WORK ORDER
Reproduce every line in the material below that holds "text".

THE DATA

↓

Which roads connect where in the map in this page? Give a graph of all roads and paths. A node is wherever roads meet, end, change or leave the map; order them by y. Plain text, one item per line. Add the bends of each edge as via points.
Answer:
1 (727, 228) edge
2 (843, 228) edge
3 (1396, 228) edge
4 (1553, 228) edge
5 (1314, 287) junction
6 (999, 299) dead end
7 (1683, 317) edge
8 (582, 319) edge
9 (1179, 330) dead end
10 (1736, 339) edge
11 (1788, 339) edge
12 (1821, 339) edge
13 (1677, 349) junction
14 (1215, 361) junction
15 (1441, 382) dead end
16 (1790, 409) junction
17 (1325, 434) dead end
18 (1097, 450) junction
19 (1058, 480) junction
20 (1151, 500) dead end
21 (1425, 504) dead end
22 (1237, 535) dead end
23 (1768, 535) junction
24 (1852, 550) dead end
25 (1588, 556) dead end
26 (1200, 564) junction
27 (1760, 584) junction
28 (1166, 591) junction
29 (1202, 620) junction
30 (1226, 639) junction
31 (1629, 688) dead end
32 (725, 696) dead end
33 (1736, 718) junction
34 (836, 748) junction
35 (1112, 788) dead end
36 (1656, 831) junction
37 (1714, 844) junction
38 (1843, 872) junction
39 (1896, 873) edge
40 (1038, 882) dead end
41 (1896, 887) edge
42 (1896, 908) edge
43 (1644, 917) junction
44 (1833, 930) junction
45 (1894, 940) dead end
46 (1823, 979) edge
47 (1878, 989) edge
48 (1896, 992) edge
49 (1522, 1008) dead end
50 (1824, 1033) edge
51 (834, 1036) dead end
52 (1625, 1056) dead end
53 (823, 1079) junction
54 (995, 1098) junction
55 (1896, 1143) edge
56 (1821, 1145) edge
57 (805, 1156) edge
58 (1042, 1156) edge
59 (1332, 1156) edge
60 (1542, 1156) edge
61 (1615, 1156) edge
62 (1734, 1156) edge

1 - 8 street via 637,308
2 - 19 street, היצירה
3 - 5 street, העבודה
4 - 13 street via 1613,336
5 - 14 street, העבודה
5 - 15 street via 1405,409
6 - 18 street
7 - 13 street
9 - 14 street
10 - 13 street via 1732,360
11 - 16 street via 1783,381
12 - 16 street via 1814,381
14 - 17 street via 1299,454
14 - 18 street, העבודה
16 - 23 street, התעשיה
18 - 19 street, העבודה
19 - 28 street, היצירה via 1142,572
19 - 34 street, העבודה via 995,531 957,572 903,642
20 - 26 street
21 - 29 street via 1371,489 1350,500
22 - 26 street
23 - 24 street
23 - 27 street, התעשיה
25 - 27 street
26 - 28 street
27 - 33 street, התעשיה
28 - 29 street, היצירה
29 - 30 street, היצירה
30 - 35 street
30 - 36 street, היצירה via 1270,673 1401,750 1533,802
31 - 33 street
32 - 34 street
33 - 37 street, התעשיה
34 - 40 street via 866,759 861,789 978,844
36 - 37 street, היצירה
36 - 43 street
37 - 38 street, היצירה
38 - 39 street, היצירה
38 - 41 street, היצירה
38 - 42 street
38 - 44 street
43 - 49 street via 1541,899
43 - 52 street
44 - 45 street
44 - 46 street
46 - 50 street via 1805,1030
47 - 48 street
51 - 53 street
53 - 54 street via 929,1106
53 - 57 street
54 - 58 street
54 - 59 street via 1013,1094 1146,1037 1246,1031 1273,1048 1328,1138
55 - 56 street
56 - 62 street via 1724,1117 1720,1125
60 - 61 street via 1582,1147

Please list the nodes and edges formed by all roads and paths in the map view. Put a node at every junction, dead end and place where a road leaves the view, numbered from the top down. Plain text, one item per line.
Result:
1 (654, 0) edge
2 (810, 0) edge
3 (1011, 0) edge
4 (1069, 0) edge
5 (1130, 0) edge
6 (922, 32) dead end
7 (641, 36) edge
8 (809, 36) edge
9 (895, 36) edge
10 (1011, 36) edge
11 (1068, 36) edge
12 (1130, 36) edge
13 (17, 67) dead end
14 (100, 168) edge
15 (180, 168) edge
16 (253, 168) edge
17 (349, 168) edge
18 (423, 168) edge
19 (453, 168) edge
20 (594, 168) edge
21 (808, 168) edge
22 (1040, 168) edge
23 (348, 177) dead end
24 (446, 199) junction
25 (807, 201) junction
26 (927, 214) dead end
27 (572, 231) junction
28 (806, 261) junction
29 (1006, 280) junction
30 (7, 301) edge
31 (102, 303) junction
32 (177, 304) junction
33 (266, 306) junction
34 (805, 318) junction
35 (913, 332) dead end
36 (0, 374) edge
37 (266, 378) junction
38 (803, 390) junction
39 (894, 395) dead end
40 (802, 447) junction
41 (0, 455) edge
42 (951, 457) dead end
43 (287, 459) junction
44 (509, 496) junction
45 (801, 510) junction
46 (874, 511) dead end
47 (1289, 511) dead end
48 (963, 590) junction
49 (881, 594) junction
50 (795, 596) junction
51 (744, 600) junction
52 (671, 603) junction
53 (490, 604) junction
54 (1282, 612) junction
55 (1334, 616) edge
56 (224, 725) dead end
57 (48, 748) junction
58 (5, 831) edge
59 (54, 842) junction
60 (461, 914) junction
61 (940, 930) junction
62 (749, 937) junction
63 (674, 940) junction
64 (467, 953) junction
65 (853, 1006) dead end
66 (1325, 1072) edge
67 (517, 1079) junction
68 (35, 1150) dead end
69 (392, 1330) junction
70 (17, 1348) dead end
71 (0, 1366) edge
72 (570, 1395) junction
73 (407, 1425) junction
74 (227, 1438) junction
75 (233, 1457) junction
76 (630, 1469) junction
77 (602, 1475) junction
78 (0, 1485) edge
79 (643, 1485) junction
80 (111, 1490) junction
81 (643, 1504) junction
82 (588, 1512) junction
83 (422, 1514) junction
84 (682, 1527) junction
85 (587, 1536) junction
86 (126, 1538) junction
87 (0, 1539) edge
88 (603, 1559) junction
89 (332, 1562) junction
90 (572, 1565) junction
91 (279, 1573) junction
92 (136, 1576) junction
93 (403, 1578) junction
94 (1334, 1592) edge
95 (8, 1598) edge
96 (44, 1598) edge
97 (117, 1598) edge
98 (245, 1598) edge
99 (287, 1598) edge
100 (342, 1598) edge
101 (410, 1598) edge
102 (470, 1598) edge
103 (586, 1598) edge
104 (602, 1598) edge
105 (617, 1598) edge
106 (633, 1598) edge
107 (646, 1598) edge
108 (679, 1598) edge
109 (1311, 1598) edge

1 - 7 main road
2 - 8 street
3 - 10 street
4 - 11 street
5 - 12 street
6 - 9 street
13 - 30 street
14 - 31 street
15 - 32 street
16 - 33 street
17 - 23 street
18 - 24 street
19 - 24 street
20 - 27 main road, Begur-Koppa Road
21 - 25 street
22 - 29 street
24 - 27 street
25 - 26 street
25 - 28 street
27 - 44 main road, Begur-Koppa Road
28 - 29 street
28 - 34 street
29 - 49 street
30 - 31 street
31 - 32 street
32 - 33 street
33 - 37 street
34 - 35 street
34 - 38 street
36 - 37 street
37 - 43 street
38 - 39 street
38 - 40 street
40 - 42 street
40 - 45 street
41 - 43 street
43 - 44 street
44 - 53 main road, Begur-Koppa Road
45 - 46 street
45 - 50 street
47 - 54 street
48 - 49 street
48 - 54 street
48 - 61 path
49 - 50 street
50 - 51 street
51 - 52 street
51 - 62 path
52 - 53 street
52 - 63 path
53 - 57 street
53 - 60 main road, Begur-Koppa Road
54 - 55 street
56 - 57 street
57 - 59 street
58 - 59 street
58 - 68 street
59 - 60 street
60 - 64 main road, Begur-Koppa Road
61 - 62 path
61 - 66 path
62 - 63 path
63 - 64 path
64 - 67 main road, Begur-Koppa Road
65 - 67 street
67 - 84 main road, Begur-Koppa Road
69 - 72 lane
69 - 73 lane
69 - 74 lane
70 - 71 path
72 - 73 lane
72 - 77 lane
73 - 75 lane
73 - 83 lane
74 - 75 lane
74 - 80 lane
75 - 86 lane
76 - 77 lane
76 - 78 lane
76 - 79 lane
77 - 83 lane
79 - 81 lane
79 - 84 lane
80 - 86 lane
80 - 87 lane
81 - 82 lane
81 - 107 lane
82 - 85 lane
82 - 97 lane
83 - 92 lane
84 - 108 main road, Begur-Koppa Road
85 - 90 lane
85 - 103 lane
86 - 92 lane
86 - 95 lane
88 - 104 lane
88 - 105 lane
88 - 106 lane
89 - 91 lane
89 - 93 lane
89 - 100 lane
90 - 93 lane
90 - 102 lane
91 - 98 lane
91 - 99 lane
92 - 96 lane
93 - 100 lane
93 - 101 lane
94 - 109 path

↑

OUTPUT FOR THIS EXERCISE
Which roads connect where in the map in this page? Give a graph of all roads and paths. A node is wherever roads meet, end, change or leave the map; order them by y. Plain text, one item per line. Add the bends of each edge as via points.
Please list the nodes and edges formed by all roads and paths in the map view. Put a node at every junction, dead end and place where a road leaves the view, numbered from the top down. Plain text, one item per line.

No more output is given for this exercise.